『定訳 菊と刀 日本文化の型』

菊と刀―日本文化の型 (現代教養文庫 A 501)
いまルース・ベネディクトの『菊と刀』を読んでいる。
異文化交流とかのゼミに入っていて、比較文学なんかの講義も受けていた文学部卒の私だが、恥ずかしながら本書を手に取るのは今回が初めて。
ルース・ベネディクトが女性だというのも、日本には一度も来たことがなかったというのも、初めて知った…。
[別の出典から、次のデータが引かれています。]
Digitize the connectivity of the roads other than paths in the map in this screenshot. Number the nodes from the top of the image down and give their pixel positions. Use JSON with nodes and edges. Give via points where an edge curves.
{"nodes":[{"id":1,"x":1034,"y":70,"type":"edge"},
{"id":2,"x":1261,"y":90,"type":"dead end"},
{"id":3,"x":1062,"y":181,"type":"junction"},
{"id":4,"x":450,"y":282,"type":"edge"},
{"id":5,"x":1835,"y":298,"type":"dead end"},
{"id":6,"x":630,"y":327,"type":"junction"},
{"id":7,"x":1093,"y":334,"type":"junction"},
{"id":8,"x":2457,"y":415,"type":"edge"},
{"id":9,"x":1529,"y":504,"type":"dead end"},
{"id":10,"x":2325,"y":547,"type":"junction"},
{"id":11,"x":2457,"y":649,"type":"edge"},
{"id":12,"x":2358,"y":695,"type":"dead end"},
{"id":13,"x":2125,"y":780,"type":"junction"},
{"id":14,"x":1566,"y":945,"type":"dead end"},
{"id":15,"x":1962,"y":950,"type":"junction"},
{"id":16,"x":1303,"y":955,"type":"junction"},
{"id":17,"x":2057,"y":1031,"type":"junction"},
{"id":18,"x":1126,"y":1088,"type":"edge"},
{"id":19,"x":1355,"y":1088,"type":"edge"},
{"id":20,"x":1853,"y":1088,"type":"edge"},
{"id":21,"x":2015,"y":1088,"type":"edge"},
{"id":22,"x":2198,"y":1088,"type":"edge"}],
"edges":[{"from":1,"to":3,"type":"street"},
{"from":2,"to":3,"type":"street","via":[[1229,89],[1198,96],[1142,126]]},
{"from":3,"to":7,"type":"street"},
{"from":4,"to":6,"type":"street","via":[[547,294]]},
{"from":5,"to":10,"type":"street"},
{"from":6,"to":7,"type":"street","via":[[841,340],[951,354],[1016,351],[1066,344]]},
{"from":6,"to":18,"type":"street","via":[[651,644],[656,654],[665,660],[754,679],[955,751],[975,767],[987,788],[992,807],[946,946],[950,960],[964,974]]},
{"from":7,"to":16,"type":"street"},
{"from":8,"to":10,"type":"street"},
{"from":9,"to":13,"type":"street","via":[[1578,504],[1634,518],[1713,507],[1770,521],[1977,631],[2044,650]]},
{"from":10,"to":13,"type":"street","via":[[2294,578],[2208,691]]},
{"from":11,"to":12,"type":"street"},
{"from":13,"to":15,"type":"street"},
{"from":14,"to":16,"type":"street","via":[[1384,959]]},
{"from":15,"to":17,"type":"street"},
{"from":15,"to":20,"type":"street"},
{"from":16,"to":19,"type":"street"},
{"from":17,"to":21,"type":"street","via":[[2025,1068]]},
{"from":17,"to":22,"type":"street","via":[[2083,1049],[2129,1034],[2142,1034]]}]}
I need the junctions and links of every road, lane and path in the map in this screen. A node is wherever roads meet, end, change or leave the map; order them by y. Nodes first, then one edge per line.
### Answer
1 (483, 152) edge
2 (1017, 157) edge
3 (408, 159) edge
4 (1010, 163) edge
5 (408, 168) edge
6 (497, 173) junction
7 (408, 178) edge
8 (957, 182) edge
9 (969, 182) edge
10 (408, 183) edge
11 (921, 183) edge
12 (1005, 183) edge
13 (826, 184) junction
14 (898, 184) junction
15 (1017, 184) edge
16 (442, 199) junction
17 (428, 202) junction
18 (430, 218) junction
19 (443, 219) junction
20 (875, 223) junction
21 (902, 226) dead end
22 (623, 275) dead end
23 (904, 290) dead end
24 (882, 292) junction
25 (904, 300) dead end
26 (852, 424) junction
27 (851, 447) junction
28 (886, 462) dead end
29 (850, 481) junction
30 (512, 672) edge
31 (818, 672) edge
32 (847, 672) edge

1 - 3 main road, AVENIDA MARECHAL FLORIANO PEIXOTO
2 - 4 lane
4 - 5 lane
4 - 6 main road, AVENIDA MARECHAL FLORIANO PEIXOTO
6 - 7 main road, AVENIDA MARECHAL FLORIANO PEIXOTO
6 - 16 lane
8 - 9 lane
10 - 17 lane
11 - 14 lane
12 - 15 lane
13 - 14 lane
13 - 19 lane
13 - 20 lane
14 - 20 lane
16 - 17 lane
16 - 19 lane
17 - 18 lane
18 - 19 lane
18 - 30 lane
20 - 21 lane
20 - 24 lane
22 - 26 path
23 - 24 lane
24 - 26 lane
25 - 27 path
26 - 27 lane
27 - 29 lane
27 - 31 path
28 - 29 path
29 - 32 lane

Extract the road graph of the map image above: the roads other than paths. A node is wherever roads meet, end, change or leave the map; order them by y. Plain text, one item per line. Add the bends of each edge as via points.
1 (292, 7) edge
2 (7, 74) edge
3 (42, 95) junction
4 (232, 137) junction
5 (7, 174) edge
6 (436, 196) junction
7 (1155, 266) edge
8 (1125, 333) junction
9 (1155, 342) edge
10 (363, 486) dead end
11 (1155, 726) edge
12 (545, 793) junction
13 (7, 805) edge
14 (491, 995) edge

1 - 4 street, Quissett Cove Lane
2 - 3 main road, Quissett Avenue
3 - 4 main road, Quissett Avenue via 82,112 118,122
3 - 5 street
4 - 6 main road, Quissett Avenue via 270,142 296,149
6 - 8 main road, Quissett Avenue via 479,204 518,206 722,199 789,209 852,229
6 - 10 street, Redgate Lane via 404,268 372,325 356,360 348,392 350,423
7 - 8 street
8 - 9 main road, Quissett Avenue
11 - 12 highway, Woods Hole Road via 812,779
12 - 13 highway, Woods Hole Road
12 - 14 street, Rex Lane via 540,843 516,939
第二次世界大戦当時、ベネディクト氏はアメリカ政府の要請で、日本人俘虜や米国内の移民たちを調査し、敵国日本人の国民性を研究した。その成果を平明に書き直したのが本書。
スタンスはあくまで文化人類学的なので、欧米人にとって奇異に見られる風習や心性についても、それが良いか悪いかを判断するのではなく、その根本にあるものを客観的に読み解こうとしている。
読みにくい和訳だが、ちょっと引用してみると

…われわれは、悶着が単に似たりよったりの二つのことがらの間に起こったものにすぎない場合に、とうてい和解することのできない大きな差異があるように思い込み、逆にある国民が、その経験と価値体系の全体によって、われわれの意図したところのものとまるで異なった行動方針を心の中に抱いているさいに、共通の目的をもっているなどということを口にする。われわれは彼らの習慣や価値がどんなものか、ということを発見する機会をもとうとしない。もしそうしたならば、ある行動方針は、それがわれわれの知っているものと違うからといって、必ずしも悪いとは限らない、ということが発見されるのであるが。

…こんな感じ。
こういうスタンスを持ったすばらしい研究が60年も前に行われているのに、どうして現在のアメリカという国は、平気で(無邪気に)自国のスタンダードを他国に押し付けようとしているのだろう?